S’il y a eu quelques avancées sur les langues, LV1 et LV2, c’est à moyens constants : les heures récupérées sont prises ailleurs. Et un gros point noir : cette réforme introduit de nombreuses décisions à prendre par les équipes sans donner de temps pour la concertation. C’est un écueil majeur contre lequel le SGEN-CFDT se mobilise actuellement.
L’organisation des EPI est aussi source de questionnement et d’inquiétudes. A l’origine pris sur les enseignements disciplinaires (comme les IDD), ils leurs ont été en fait superposés. Cela permet de ne pas être inquiété sur la pérennité des postes. Les textes donnent actuellement une très grande latitude locale sur l’organisation de ces EPI (dans les disciplines, dans le temps), tout en leur donnant suffisamment de cadres obligatoires pour qu’ils soient effectivement mis en place. Les équipes qui s’en saisiront pourront sans doute en faire des choses très intéressantes … à condition cependant que les problèmes de programme, d’emploi du temps ou d’organisation de l’établissement ne passent pas en premier ! Car dans ce dernier cas, les EPI risquent juste de devenir une « corvée » institutionnelle comme ont pu parfois être vécus les IDD.
L’Accompagnement personnalisé (AP) reste lui aussi relativement vague dans son organisation. Comme il est inclus dans les enseignements disciplinaires, il va de fait se trouver limité aux « grosses » disciplines et mis en concurrence avec la réalisation des programmes (qui seront allégés mais cela reste à faire et à vérifier).
La volonté du ministère semble être de ne pas agiter de chiffon rouge en étant trop révolutionnaire et il a tenu compte des diverses interventions et pressions qui ont pu être faites. C’est sans doute nécessaire si on veut que les collègues s’approprient l’esprit de cette réforme, mais le risque qu’en fait rien ne bouge vraiment est réel. Et cela se ferait finalement aux dépens des élèves et des personnels.
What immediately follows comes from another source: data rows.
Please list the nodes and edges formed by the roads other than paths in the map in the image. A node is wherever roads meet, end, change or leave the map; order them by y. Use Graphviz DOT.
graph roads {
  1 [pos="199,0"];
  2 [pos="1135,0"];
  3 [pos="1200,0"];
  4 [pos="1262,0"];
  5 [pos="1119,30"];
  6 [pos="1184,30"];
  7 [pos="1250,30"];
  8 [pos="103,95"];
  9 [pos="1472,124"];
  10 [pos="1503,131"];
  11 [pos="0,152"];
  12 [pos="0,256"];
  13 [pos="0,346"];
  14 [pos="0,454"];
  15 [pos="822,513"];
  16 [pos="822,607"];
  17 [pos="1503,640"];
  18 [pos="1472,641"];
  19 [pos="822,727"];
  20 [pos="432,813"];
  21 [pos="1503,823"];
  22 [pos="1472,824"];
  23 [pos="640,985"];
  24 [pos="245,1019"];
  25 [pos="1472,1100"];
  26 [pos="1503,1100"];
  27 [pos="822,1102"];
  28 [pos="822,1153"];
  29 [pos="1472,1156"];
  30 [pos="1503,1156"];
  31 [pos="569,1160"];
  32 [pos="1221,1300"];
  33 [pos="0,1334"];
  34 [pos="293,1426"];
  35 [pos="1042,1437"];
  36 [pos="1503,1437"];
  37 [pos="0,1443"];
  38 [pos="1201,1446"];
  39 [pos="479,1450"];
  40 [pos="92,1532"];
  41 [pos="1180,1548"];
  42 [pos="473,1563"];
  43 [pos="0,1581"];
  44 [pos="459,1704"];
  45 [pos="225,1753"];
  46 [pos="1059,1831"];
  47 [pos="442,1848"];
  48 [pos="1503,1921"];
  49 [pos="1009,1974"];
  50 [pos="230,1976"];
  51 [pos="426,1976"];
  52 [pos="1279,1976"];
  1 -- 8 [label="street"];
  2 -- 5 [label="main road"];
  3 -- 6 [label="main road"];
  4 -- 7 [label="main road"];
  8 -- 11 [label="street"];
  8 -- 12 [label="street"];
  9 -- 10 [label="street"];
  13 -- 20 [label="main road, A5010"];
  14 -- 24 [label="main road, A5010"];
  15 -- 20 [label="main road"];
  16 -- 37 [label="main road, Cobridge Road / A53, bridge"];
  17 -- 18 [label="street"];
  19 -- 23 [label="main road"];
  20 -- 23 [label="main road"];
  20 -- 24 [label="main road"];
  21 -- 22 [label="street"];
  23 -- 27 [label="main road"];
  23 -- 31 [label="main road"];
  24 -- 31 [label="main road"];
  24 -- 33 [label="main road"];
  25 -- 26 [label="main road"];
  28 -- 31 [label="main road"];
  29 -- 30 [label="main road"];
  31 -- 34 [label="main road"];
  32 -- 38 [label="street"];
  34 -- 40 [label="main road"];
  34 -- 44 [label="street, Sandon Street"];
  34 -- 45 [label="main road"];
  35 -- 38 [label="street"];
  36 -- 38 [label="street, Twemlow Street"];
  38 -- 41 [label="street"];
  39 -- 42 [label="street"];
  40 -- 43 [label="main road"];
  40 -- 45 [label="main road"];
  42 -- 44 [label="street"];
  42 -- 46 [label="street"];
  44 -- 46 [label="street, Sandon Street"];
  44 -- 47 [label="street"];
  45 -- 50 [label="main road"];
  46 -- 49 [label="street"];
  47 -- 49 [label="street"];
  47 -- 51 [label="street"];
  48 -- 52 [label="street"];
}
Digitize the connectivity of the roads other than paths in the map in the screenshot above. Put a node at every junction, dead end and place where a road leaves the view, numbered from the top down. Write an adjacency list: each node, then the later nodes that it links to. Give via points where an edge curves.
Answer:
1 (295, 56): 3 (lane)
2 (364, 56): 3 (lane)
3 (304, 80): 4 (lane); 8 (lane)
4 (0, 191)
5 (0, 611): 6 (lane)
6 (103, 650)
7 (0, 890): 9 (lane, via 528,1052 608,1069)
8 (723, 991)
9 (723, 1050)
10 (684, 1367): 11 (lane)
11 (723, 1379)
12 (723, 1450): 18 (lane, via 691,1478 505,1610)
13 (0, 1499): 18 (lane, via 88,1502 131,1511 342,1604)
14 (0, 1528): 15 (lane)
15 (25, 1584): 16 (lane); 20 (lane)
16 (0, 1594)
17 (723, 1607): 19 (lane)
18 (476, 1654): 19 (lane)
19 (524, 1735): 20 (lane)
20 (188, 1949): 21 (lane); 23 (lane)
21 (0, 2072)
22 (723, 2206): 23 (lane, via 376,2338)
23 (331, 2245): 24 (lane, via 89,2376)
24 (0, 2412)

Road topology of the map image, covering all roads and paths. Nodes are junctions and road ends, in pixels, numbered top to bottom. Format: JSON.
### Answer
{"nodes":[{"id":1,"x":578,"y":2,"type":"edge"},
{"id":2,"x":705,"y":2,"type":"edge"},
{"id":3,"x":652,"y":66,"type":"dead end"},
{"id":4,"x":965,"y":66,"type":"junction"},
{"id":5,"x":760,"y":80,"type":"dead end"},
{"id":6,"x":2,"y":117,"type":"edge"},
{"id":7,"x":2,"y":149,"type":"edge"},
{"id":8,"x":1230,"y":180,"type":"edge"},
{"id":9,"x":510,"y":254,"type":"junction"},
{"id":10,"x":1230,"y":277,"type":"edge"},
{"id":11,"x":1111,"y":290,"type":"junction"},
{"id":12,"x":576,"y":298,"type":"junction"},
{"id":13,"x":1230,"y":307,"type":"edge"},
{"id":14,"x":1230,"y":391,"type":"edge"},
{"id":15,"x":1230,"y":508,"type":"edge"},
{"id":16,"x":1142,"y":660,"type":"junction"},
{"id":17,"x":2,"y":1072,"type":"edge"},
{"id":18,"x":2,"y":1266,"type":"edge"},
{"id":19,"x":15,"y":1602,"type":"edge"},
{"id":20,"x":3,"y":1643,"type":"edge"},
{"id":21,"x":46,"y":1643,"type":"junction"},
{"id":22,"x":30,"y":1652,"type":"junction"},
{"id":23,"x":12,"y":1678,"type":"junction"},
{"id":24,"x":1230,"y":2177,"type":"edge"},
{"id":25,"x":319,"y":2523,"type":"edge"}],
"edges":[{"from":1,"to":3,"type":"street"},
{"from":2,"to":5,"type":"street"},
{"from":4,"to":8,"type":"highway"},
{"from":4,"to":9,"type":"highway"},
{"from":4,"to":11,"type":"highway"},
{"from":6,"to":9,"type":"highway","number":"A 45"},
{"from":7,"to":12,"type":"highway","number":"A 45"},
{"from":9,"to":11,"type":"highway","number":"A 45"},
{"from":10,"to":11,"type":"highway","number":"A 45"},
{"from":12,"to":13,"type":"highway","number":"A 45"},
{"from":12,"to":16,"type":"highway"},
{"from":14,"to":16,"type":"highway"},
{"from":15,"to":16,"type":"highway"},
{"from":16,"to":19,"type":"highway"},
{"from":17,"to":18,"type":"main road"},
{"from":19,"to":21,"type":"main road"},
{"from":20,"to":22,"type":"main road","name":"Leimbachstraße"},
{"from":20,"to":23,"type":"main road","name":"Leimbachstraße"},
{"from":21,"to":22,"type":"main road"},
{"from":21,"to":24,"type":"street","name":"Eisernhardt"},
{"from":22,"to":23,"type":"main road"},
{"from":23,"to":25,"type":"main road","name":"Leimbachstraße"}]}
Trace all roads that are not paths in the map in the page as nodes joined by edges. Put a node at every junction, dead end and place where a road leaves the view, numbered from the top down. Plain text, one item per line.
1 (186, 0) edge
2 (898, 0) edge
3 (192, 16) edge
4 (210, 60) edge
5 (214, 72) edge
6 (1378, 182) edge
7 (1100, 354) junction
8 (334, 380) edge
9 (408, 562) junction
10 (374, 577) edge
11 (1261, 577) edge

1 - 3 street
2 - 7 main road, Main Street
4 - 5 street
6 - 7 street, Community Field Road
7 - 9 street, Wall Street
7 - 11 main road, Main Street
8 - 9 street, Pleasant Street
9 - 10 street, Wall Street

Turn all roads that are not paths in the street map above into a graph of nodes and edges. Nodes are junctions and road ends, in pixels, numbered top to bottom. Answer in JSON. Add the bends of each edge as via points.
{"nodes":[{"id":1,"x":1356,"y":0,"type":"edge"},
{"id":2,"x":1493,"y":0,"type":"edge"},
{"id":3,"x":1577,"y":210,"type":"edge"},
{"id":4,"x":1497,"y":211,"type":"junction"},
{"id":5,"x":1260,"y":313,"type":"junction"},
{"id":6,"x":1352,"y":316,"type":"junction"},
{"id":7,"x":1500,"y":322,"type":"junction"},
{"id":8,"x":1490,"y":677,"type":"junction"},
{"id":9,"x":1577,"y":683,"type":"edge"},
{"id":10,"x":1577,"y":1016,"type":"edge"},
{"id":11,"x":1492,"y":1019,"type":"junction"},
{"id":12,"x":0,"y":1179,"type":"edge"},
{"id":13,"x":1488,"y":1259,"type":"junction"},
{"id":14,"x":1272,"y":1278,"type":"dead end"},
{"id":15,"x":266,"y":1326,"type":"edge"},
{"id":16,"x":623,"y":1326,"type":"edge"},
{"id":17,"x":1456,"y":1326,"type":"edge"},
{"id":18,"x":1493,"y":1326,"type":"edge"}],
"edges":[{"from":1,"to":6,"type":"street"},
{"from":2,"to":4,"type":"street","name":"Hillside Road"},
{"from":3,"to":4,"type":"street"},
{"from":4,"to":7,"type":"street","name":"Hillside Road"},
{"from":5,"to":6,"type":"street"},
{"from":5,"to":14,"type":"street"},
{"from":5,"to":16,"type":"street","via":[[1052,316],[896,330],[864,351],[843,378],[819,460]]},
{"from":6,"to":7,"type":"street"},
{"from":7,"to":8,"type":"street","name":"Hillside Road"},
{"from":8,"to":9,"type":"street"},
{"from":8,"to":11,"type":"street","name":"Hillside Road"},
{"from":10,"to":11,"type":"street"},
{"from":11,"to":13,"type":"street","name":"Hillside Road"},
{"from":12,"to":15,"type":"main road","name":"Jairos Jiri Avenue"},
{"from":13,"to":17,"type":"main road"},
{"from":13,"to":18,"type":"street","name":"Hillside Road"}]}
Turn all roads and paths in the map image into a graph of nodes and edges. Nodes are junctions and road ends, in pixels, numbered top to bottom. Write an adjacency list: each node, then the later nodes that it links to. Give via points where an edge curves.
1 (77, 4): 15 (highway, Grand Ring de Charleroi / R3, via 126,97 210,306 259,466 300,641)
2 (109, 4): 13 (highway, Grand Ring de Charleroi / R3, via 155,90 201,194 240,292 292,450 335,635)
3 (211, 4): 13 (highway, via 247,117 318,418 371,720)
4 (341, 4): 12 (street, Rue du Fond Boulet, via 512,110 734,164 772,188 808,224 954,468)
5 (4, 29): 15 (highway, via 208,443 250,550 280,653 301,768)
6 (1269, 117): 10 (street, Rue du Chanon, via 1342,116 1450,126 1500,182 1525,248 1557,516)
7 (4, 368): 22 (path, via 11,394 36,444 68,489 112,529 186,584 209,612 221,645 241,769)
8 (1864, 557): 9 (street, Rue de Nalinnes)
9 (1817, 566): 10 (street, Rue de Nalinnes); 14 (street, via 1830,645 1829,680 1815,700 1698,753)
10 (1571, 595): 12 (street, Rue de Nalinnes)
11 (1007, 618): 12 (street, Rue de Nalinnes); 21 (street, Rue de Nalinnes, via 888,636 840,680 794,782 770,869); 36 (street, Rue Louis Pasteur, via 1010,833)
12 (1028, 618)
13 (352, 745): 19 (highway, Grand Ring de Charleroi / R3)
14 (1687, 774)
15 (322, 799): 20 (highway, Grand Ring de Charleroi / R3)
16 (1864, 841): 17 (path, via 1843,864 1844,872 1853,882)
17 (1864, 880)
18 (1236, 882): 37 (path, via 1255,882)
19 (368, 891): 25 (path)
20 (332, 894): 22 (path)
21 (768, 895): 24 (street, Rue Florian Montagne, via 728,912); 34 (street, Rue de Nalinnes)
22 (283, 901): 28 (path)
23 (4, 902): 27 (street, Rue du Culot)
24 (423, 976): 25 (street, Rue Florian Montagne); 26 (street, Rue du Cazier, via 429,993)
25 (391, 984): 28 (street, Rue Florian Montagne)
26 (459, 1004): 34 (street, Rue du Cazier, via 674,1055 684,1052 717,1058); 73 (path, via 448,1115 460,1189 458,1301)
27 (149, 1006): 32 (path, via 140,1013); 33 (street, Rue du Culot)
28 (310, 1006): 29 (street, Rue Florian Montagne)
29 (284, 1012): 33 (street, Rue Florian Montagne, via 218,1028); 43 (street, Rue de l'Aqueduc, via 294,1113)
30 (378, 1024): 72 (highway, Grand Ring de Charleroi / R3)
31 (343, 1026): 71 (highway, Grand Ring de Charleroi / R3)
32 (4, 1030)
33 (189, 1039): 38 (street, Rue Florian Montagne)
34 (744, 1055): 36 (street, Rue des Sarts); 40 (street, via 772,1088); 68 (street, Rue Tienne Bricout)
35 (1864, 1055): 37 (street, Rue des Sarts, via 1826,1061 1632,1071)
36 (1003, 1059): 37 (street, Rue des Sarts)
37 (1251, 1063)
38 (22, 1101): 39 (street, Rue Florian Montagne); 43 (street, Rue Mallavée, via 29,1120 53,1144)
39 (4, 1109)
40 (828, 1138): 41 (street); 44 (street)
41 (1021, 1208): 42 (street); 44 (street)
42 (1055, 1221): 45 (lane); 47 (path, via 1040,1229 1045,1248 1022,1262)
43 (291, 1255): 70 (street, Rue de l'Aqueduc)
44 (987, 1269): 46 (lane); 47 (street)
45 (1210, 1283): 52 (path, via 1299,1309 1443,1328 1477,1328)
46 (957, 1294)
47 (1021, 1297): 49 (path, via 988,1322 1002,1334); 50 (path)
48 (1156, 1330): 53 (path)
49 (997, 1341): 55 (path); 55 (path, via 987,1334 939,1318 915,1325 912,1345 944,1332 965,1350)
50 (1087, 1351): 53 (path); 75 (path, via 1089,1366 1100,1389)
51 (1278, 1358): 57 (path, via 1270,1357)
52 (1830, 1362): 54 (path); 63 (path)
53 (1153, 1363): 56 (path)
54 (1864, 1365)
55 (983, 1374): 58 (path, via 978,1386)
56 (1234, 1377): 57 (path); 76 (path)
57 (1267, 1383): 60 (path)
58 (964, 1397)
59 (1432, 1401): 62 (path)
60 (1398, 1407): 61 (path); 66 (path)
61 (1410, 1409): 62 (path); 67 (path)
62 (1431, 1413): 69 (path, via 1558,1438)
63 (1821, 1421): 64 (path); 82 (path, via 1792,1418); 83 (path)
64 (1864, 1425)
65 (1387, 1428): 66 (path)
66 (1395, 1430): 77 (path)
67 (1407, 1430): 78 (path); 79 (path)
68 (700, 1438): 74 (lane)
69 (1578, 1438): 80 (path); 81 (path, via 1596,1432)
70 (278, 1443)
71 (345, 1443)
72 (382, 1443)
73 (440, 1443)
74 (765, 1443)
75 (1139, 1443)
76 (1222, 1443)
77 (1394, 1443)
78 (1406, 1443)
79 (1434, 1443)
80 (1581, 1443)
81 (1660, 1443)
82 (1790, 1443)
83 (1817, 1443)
Une réforme, même bonne, n’est jamais facile à mettre en place
Des changements, même dans l’idéal, ont parfois des conséquences plus que désagréables pour des collègues. Le rôle d’un syndicat est de défendre ceux qui verront leur situation se dégrader comme il est de défendre ceux dont la situation n’est actuellement pas favorable (qu’il ne faut pas non plus oublier). Il faudra donc obtenir des compensations et la prise de mesures particulières par l’administration. La disparition programmée de la plupart des classes bilangues, qui semble décidée, impactera les collègues d’Allemand par exemple. Le ministère et le rectorat devront donc leur proposer des perspectives autres que des postes partagés systématiques.
Le changement annoncé est important. Et il est souvent difficile de voir comment les choses vont se « goupiller » dans les faits quand on n’en a pas la pratique. Le ministère part du principe qu’il s’inspire des expériences qui ont réussi. Cela peut donner une certaine assurance mais il est bien évident que la généralisation va donner quelques surprises. Le SGEN-CFDT a aussi fortement insisté sur la formation nécessaire des personnels durant l’année 2015-2016, et le ministère semble nous entendre sur ce point.

Si Le SGEN peut soutenir certains éléments de cette réforme, il garde une vision critique (voir plus haut). Si le ministère a pu s’inspirer de nos propositions, il les a passées à la moulinette d’autres intervenants et aussi des contraintes budgétaires. Maintenant entre les deux options syndicales possibles (rejeter tout en bloc dès qu’un effet négatif apparaît ; juger globalement les choses et essayer de corriger ou atténuer les effets négatifs si les changements proposés sont plutôt positifs), le SGEN-CFDT choisit clairement la seconde. Ce qui est proposé est loin d’être parfait et pose donc de nombreux problèmes. Il est cependant aussi difficile de se dire « attendons autre chose » car il risque alors clairement de ne rien se passer encore une fois.